Target updated its consumer terms on March 22, 2026 to clarify that AI agent-initiated purchases are the customer’s responsibility.
- The timing is not coincidental — it’s a signal that Google’s “Buy For Me” launch is coming,
- The new language is blunt: if a customer authorizes an AI shopping agent to act on their behalf, those transactions are “considered transactions authorized by you.”
- Added a disclaimer that it “does not guarantee that third-party AI tools will act exactly as you intend in all circumstances.”
- Target wants to be very clear about who owns the risk: Your bot is your responsibility.
Google “Buy For Me” Is the Trigger
In May 2025, Google announced its agentic checkout feature: track a price, set your threshold, and when it drops, tap “buy for me.” Behind the scenes, Google adds the item to your cart and completes checkout via Google Pay — without you touching a keyboard.
Target is a named Google Gemini retail partner, announced by Google CEO Sundar Pichai at NRF 2026. This is not a generic partnership. When “Buy For Me” goes live at scale, it will represent the first true machine-to-machine (M2M) agentic commerce program with mass consumer reach. An automated, bypass-checkout flow with no human in the loop at the moment of purchase. Target sees this coming. Their terms update is the legal groundwork being laid before launch.
Why Target Is Uniquely Exposed
Target has the largest card services footprint of any US merchant. Approximately 25 million customers that hold a portfolio including:
- Decoupled debit (Circle card – aka Target Red Card)
- Closed loop
- Co-brand credit (issued with TD Bank)
- Prepaid products
These cards, with integrated loyalty and discounts, drive roughly 24% of Target’s total sales. It is a massive proprietary stake in payments (and a massive liability exposure if agentic purchases go wrong at scale).
The ACP Problem: Simulating the Consumer’s Device
As I wrote in Device Graph Extinction, Stripe’s Agentic Commerce Protocol (ACP) is currently the most operationally capable agentic payment protocol in the market. ACP is notable for one specific capability: it can simulate a consumer’s device environment, backfilling device telemetry (via Stripe Radar data) for transactions that originate from an agent rather than a human. In plain English: ACP can make an automated M2M transaction look, to a merchant’s fraud system, like a normal human-initiated purchase.

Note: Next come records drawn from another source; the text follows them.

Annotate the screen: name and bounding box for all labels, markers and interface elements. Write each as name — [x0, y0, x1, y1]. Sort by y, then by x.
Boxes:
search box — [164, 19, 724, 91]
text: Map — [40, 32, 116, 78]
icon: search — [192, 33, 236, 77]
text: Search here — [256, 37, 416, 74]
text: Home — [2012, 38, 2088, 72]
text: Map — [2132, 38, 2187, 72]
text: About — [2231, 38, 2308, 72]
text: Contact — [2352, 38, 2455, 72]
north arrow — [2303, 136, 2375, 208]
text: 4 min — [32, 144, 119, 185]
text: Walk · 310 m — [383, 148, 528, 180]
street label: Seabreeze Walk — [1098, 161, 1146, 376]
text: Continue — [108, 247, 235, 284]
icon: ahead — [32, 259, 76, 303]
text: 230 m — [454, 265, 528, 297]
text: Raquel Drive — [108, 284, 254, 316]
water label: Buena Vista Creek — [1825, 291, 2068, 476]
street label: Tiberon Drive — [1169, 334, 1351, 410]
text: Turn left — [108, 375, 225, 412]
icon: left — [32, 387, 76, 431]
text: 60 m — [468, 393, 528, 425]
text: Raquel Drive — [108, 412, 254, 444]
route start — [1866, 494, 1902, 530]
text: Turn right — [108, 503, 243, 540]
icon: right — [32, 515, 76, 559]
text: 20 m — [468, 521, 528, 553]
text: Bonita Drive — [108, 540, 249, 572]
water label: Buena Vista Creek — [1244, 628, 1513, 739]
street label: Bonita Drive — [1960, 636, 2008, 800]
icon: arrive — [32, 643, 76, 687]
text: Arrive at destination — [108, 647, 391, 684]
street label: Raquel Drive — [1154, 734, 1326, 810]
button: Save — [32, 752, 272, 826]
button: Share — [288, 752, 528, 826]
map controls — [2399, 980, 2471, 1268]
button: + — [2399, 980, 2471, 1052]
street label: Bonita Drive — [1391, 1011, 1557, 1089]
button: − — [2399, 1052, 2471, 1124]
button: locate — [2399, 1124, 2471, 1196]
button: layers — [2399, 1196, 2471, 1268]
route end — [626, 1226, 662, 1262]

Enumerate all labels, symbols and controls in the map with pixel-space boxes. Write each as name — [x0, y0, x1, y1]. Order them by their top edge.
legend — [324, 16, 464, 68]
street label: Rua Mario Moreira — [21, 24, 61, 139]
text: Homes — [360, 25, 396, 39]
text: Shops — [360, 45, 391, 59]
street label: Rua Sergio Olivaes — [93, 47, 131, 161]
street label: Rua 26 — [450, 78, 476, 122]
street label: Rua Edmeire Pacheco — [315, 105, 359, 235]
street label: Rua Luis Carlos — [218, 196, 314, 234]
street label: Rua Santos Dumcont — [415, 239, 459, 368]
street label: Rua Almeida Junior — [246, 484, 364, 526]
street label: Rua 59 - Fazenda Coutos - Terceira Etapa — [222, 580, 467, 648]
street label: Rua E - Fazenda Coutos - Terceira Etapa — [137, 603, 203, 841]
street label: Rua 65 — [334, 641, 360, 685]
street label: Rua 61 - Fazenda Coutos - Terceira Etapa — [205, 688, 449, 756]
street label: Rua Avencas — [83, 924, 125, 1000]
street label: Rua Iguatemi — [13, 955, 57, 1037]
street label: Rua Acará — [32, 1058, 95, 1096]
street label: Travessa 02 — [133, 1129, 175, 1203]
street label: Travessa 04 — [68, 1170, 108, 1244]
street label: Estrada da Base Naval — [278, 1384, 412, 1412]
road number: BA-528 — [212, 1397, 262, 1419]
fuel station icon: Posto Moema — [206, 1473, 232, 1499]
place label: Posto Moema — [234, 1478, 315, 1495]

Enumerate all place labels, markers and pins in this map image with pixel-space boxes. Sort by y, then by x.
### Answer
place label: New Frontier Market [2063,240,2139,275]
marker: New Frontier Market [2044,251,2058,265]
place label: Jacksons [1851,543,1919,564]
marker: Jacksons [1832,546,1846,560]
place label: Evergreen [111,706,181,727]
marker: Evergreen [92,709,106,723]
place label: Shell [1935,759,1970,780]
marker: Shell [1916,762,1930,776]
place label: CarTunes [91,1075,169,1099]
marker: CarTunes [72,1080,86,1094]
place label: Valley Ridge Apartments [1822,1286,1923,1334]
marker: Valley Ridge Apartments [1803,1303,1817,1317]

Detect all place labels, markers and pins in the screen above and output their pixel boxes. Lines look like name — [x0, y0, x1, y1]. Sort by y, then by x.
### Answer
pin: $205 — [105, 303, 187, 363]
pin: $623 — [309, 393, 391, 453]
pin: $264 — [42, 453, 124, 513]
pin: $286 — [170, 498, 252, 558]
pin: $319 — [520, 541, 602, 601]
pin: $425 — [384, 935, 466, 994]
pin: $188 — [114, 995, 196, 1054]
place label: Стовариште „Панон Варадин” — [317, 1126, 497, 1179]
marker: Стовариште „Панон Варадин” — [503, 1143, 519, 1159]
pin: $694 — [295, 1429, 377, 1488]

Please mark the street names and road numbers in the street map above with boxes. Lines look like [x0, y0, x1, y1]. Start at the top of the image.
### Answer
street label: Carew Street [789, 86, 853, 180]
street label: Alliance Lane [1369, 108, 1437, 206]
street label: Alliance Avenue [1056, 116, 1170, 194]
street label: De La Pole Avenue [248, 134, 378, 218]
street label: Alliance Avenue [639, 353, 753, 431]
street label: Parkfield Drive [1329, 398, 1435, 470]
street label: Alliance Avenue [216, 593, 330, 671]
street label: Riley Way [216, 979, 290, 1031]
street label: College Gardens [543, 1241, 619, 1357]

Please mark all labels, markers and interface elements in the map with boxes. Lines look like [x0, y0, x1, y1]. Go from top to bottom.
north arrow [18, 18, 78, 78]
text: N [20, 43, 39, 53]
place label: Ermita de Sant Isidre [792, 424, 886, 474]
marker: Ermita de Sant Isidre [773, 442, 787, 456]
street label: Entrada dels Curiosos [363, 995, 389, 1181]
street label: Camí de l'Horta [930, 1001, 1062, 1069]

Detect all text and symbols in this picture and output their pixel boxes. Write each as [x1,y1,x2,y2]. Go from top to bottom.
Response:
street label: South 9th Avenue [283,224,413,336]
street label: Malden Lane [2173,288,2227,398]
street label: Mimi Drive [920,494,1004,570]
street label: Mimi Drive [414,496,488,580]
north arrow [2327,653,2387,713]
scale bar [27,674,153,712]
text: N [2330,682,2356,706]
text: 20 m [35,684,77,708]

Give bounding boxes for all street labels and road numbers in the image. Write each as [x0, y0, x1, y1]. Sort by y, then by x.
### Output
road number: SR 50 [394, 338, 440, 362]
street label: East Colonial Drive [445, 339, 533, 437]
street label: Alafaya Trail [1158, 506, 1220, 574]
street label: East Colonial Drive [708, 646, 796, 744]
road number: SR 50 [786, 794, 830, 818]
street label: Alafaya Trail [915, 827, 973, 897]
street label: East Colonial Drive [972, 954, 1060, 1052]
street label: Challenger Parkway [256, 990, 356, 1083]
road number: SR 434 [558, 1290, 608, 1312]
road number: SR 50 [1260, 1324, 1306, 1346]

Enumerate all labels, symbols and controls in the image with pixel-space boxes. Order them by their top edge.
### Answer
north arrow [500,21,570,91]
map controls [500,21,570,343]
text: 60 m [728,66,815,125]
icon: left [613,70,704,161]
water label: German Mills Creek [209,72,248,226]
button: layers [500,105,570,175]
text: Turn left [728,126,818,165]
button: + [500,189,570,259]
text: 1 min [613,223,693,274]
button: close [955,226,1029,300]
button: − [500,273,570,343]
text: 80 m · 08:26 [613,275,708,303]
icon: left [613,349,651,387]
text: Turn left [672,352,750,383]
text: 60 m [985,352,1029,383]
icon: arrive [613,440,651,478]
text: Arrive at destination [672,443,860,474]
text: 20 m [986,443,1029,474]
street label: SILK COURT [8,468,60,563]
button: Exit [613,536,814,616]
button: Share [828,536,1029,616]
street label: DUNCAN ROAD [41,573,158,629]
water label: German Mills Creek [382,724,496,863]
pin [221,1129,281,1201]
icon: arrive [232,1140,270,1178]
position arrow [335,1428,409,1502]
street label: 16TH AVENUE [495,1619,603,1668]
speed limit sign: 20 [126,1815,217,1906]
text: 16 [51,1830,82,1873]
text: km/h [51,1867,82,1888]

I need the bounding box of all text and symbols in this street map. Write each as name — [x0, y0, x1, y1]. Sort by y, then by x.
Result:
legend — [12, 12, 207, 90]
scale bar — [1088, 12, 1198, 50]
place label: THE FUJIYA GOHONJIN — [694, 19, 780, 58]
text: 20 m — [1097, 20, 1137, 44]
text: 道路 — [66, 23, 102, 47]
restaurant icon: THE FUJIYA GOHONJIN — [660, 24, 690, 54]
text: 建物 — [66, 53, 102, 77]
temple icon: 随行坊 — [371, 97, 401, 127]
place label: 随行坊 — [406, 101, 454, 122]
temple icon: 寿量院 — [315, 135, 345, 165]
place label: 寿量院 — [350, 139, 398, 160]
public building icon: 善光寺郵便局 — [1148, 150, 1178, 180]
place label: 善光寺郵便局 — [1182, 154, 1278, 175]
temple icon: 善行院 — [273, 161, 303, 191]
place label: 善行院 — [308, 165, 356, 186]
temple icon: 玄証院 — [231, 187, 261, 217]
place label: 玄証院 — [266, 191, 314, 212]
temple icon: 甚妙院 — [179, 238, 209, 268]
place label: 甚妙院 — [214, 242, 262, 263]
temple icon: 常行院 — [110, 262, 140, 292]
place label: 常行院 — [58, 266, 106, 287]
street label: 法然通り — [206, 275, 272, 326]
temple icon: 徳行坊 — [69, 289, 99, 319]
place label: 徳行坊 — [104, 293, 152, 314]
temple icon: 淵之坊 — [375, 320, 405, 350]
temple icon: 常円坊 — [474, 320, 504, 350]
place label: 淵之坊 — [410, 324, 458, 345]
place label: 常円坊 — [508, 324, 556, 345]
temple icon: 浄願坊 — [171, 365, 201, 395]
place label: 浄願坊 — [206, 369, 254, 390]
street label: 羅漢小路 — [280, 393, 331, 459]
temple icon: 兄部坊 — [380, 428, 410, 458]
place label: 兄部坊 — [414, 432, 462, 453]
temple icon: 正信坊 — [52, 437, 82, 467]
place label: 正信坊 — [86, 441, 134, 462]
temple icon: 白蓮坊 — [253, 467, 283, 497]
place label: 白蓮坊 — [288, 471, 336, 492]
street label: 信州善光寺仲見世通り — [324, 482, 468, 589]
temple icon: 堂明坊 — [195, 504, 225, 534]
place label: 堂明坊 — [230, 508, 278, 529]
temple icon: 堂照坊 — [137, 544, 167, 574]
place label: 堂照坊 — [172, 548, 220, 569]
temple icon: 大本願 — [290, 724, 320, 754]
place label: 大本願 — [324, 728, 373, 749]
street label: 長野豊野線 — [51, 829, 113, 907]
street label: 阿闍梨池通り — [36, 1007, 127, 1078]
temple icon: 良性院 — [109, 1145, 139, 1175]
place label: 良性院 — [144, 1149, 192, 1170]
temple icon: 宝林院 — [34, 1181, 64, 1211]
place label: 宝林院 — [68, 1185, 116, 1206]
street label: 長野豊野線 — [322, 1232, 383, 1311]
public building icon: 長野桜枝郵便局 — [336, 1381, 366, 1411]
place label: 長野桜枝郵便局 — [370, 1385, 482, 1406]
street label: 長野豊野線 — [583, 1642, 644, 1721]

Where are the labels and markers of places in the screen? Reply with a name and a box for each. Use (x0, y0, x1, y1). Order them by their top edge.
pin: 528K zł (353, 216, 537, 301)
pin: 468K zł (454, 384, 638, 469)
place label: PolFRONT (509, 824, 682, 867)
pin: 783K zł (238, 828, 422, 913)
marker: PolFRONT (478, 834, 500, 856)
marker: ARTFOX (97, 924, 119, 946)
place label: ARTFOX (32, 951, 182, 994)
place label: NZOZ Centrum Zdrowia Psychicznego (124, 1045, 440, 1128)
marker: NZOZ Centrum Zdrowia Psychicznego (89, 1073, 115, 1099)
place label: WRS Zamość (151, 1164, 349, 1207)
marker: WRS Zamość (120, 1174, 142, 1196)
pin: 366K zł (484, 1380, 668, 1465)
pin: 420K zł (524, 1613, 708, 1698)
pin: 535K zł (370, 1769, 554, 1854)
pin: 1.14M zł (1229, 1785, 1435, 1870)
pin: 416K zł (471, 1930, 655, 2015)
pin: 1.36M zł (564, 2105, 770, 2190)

This is a direct threat to the 30-year fraud investment that merchants like Target have made. Their risk models depend on behavioral signals — time on site, device fingerprints, navigation patterns. An agent that simulates a device but bypasses the checkout UI strips all of that signal away.
Target’s new terms are also a message to OpenAI and Stripe ACP: You may be able to simulate and bypass controls. But if you do, the consumer owns the fraud — not us.
The Paze Problem: Why Target Won’t Accept a Bank-Led Solution
As I outlined in my analysis of UCP Enables a New Economy, the US bank consortium’s Paze wallet has failed to gain merchant traction, and that failure is structural and political.
Target will not participate in an agentic commerce framework that excludes its proprietary card portfolio. The Paze consortium represents only the top 6 V/MA Issuers. It excludes other cards and also serves as a blocker to V/MA (DAF and TAF) rule sets. If Target is going to take risk in agentic, it certainly isn’t going to add to that risk in a new payment system they have not control over, AND excludes their cards (Duh).
Target’s logic is straightforward: we will not accept an agentic architecture that pushes risk onto us for transactions we can’t see, can’t control, and can’t dispute through our own instruments.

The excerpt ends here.